Staphylococcus aureus was the most frequent organism isolated, in studies that did not employ anaerobic methodology (29). Penicillin-resistant gram-negative rods alone or in mixed culture have been reported in 24% to 43% of bite wounds cultured (29,30).

Studies that employed anaerobic methodologies reported the recovery of anaerobic bacteria in human bites in adults (31) and children (32). Goldstein et al. (31) recovered anaerobic bacteria in over half of human bite wounds and clenched-fist injuries. The predominant isolates were anaerobic gram-negative bacilli (AGNB) (including pigmented Prevotella and Porphy-romonas spp., and Bacteroides spp.), Fusobacterium nucleatum, and anaerobic gram-positive cocci. The predominant aerobes recovered were S. aureus, group A beta-hemolytic streptococci (GABHS), and E. corrodens.

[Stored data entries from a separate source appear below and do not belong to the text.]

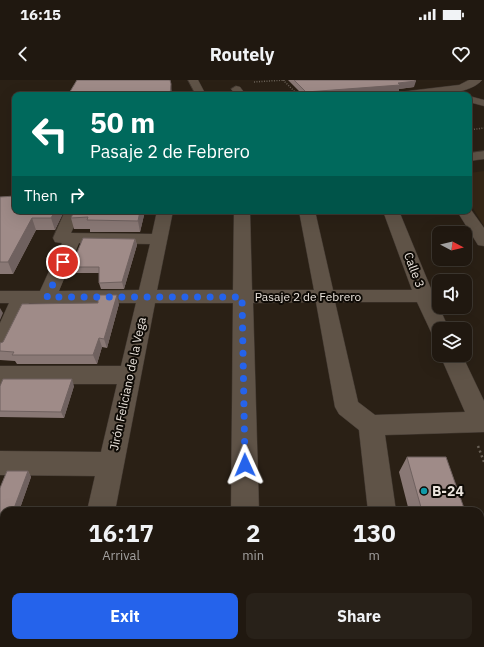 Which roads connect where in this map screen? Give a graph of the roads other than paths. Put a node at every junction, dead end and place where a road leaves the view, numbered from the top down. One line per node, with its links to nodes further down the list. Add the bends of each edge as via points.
1 (193, 80): 5 (street)
2 (476, 80): 3 (street); 4 (street, via 461,88)
3 (484, 82)
4 (441, 91): 6 (street); 7 (street)
5 (199, 92)
6 (431, 92)
7 (444, 92)
8 (472, 100): 9 (street)
9 (484, 103)
10 (484, 155): 11 (street)
11 (472, 157)
12 (73, 214): 18 (street, via 61,238)
13 (164, 214): 19 (street, Jirón Feliciano de la Vega)
14 (242, 214): 26 (street)
15 (309, 214): 27 (street)
16 (392, 214): 21 (street, Calle 3)
17 (467, 214): 20 (street)
18 (73, 238): 19 (street); 24 (street)
19 (159, 239): 25 (street, Jirón Feliciano de la Vega)
20 (484, 241)
21 (424, 296): 27 (street, Pasaje 2 de Febrero); 28 (street, Calle 3)
22 (0, 297): 23 (street, Pasaje 2 de Febrero)
23 (22, 297): 24 (street, Pasaje 2 de Febrero); 29 (street)
24 (47, 297): 25 (street, Pasaje 2 de Febrero)
25 (147, 297): 26 (street, Pasaje 2 de Febrero); 31 (street, Jirón Feliciano de la Vega)
26 (242, 297): 27 (street, Pasaje 2 de Febrero); 38 (street)
27 (325, 297): 34 (street, via 347,407)
28 (436, 322)
29 (0, 345)
30 (454, 362): 33 (street)
31 (130, 374): 32 (street); 36 (street, Jirón Feliciano de la Vega)
32 (0, 375)
33 (483, 422): 34 (street)
34 (371, 425): 39 (street)
35 (0, 463): 36 (street)
36 (111, 464): 37 (street, Jirón Feliciano de la Vega)
37 (102, 507)
38 (245, 507)
39 (381, 507) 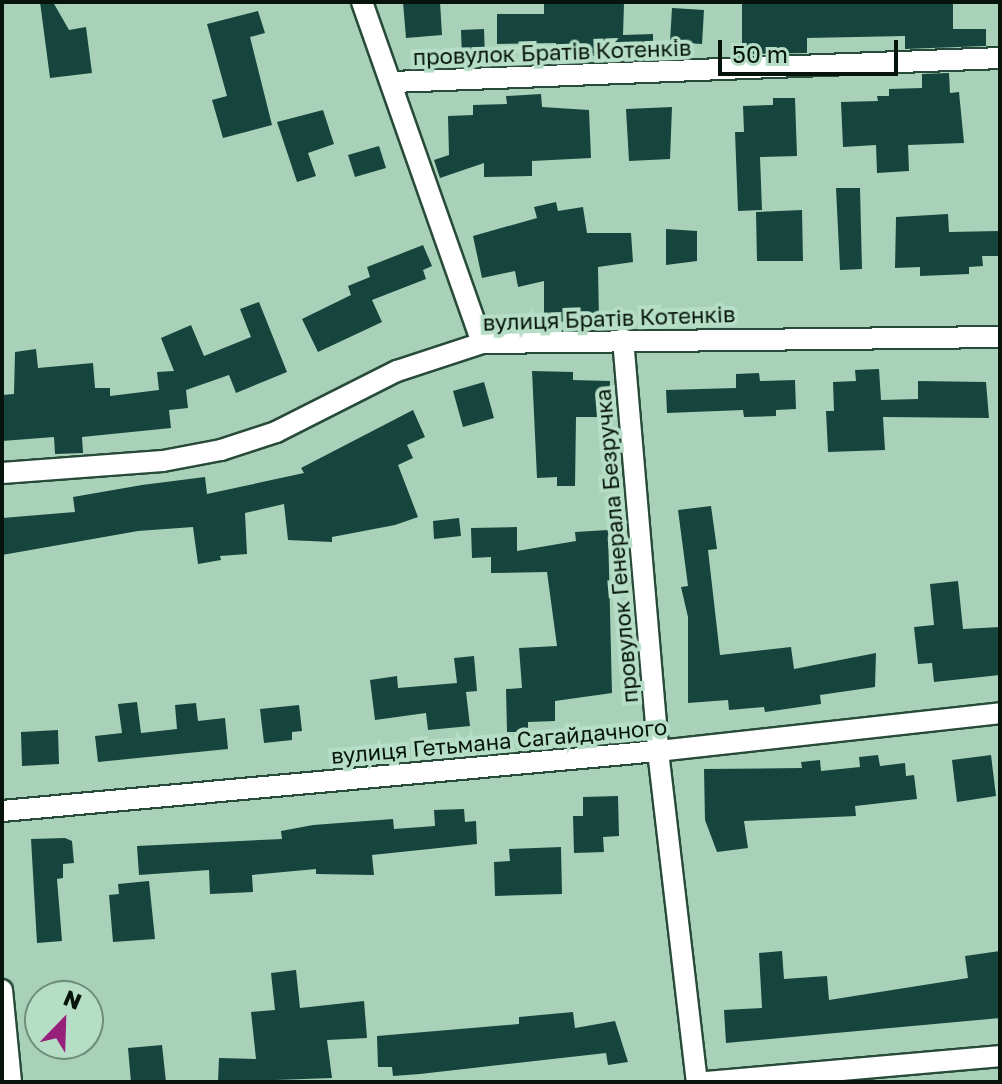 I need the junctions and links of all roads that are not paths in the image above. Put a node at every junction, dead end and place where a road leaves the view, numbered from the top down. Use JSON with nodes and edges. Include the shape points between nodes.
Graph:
{"nodes":[{"id":1,"x":362,"y":2,"type":"edge"},
{"id":2,"x":1000,"y":58,"type":"edge"},
{"id":3,"x":393,"y":82,"type":"junction"},
{"id":4,"x":1000,"y":337,"type":"edge"},
{"id":5,"x":623,"y":339,"type":"junction"},
{"id":6,"x":482,"y":343,"type":"junction"},
{"id":7,"x":2,"y":473,"type":"edge"},
{"id":8,"x":1000,"y":713,"type":"edge"},
{"id":9,"x":658,"y":751,"type":"junction"},
{"id":10,"x":2,"y":811,"type":"edge"},
{"id":11,"x":2,"y":990,"type":"edge"},
{"id":12,"x":1000,"y":1056,"type":"edge"},
{"id":13,"x":11,"y":1082,"type":"edge"},
{"id":14,"x":697,"y":1082,"type":"edge"},
{"id":15,"x":705,"y":1082,"type":"edge"}],
"edges":[{"from":1,"to":3,"type":"street","name":"провулок Братів Котенків"},
{"from":2,"to":3,"type":"street","name":"провулок Братів Котенків"},
{"from":3,"to":6,"type":"street","name":"провулок Братів Котенків"},
{"from":4,"to":5,"type":"street","name":"вулиця Братів Котенків"},
{"from":5,"to":6,"type":"street","name":"вулиця Братів Котенків"},
{"from":5,"to":9,"type":"street","name":"провулок Генерала Безручка"},
{"from":6,"to":7,"type":"street","name":"вулиця Братів Котенків","via":[[397,371],[276,432],[221,450],[163,461]]},
{"from":8,"to":9,"type":"street","name":"вулиця Гетьмана Сагайдачного"},
{"from":9,"to":10,"type":"street","name":"вулиця Гетьмана Сагайдачного"},
{"from":9,"to":14,"type":"street","name":"провулок Генерала Безручка"},
{"from":11,"to":13,"type":"street"},
{"from":12,"to":15,"type":"street"}]} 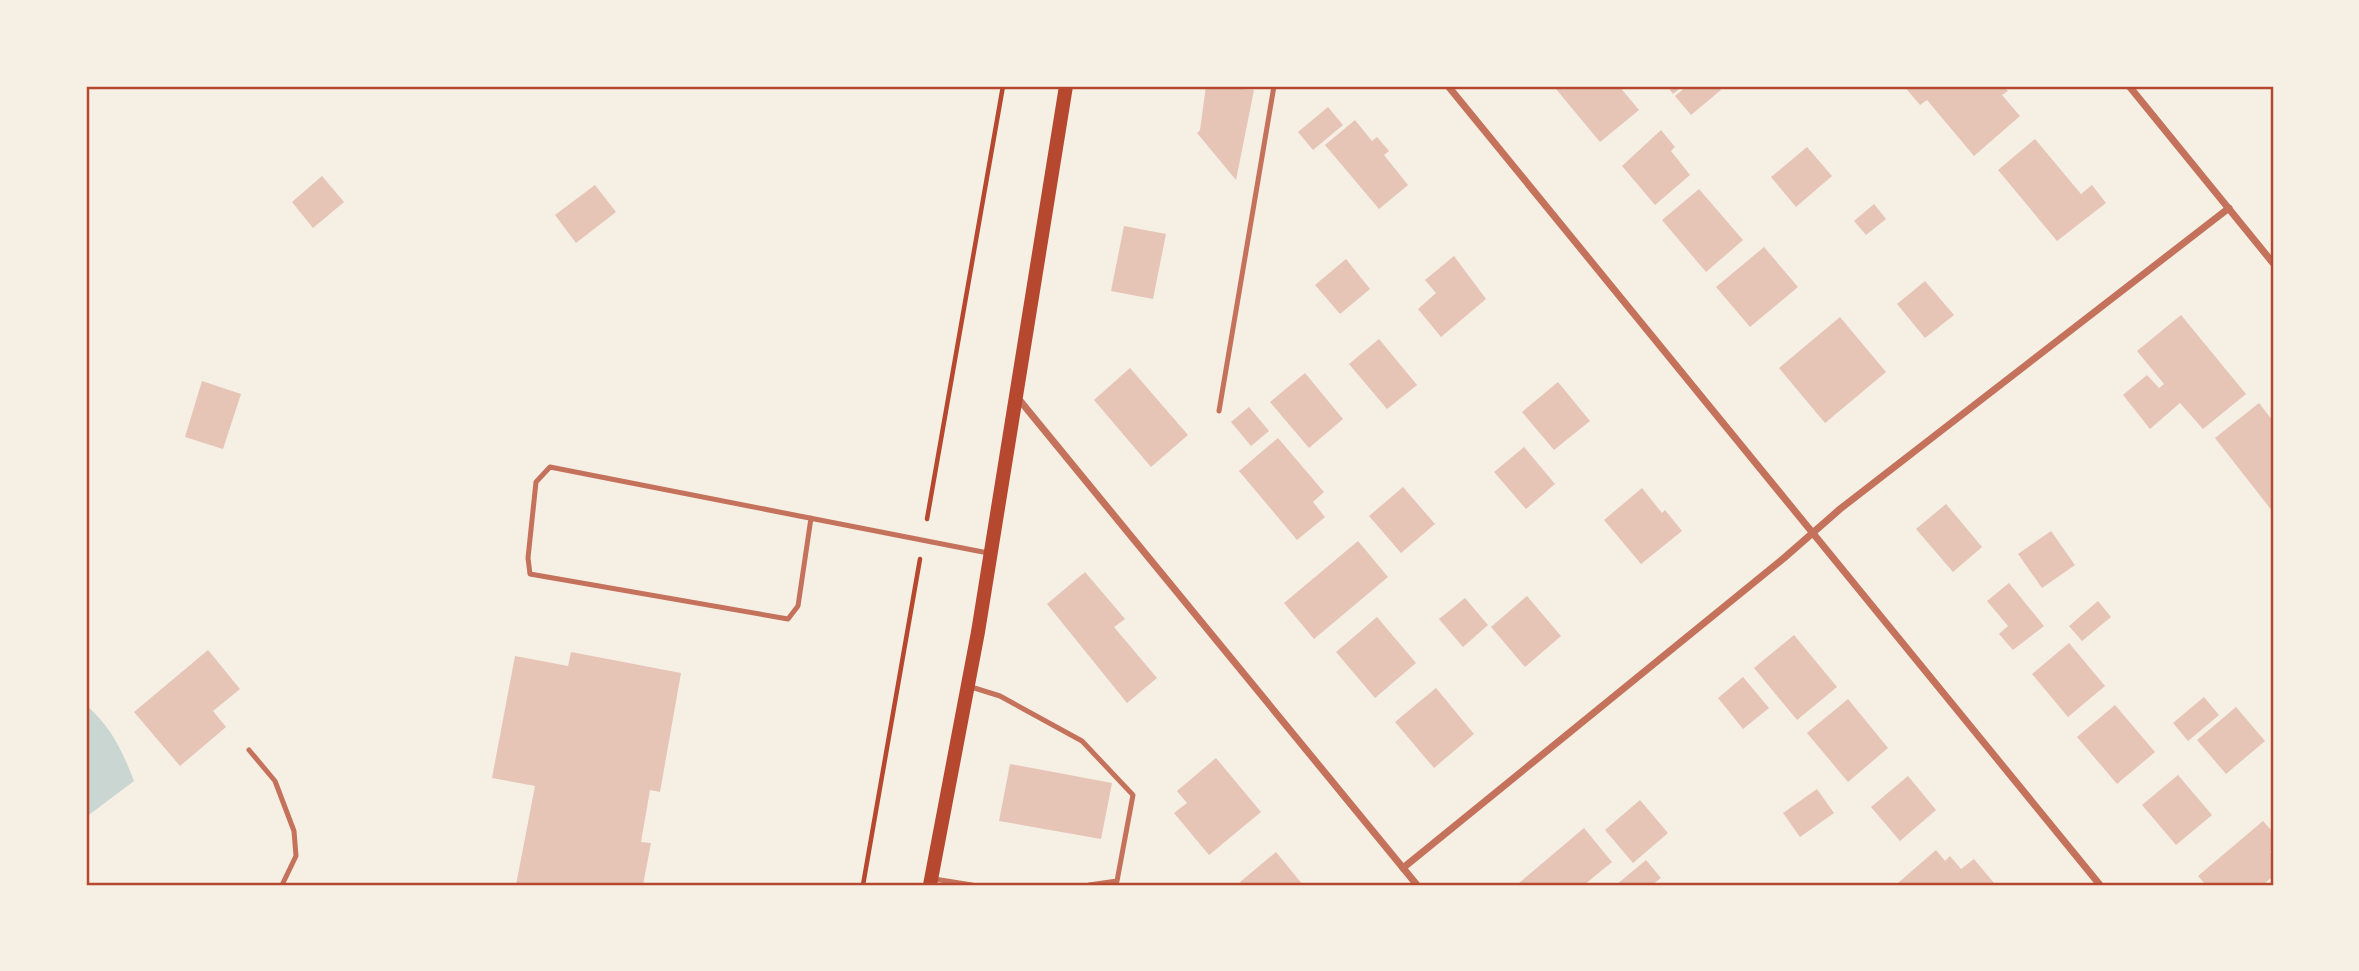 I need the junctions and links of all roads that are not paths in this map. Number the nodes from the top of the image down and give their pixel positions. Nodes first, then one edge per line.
1 (1066, 86) edge
2 (1274, 86) edge
3 (1448, 86) edge
4 (2129, 86) edge
5 (2229, 208) junction
6 (2273, 263) edge
7 (1016, 397) junction
8 (1219, 411) dead end
9 (811, 518) junction
10 (1812, 532) junction
11 (991, 554) junction
12 (968, 686) junction
13 (249, 750) dead end
14 (1403, 868) junction
15 (931, 882) edge
16 (282, 885) edge
17 (972, 885) edge
18 (1089, 885) edge
19 (1417, 885) edge
20 (2100, 885) edge

1 - 7 main road
2 - 8 lane
3 - 10 street
4 - 5 street
5 - 6 street
5 - 10 street
7 - 11 main road
7 - 14 street
9 - 9 lane
9 - 11 lane
10 - 14 street
10 - 20 street
11 - 12 main road
12 - 15 main road
12 - 18 lane
13 - 16 lane
14 - 19 street
15 - 17 lane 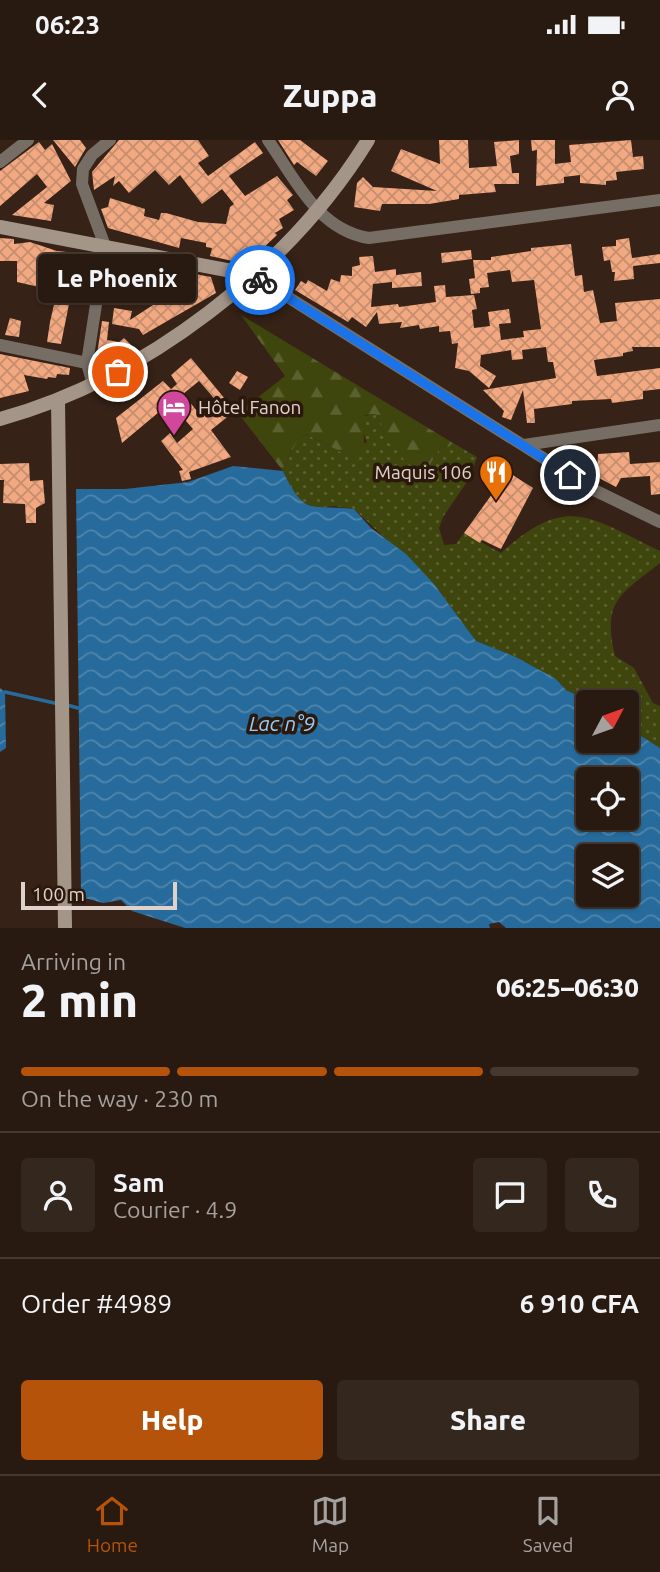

Talan et al. (2) conducted a multicenter prospective study of 50 patients with infected human bites. Fifty-six percent of injuries were clenched-fist injuries and 44% were occlusional bites. The median number of isolates per wound culture was 4 (3 aerobes and 1 anaerobe); aerobes and anaerobes were isolated from 54% of wounds, aerobes alone were isolated from 44%, and anaerobes alone were isolated from 2%. Isolates included Streptococcus anginosus (52%), S. aureus (30%), E. corrodens (30%), F. nucleatum (32%), and Prevotella melaninogenica (22%). Candida spp. were found in 8%. Fusobacterium, Peptostreptococcus, and Candida spp. were isolated more frequently from occlusional bites than from clenched-fist injuries. Many strains of Prevotella and S. aureus were beta-lactamase producers.

Brook (32) recovered anaerobes in 90% of 18 children with human bites (Table 1). A total of 97 isolates (range, 1-8/specimen) were recovered (5.4/specimen): 44 aerobes (2.4/specimen) and 53 anaerobes (3.0/specimen). Beta-lactamase activity was noted in 13 isolates that were recovered from 11 patients. The majority of these were nine isolates of S. aureus, two of the six pigmented Prevotella and Porphynomonas spp., one of the three Prevotella oralis, and the single isolate of Bacteroides ovatus.

The results of these studies show the normal oral flora, rather than the skin flora, to be the source of most bacteria isolated from human bite wound cultures.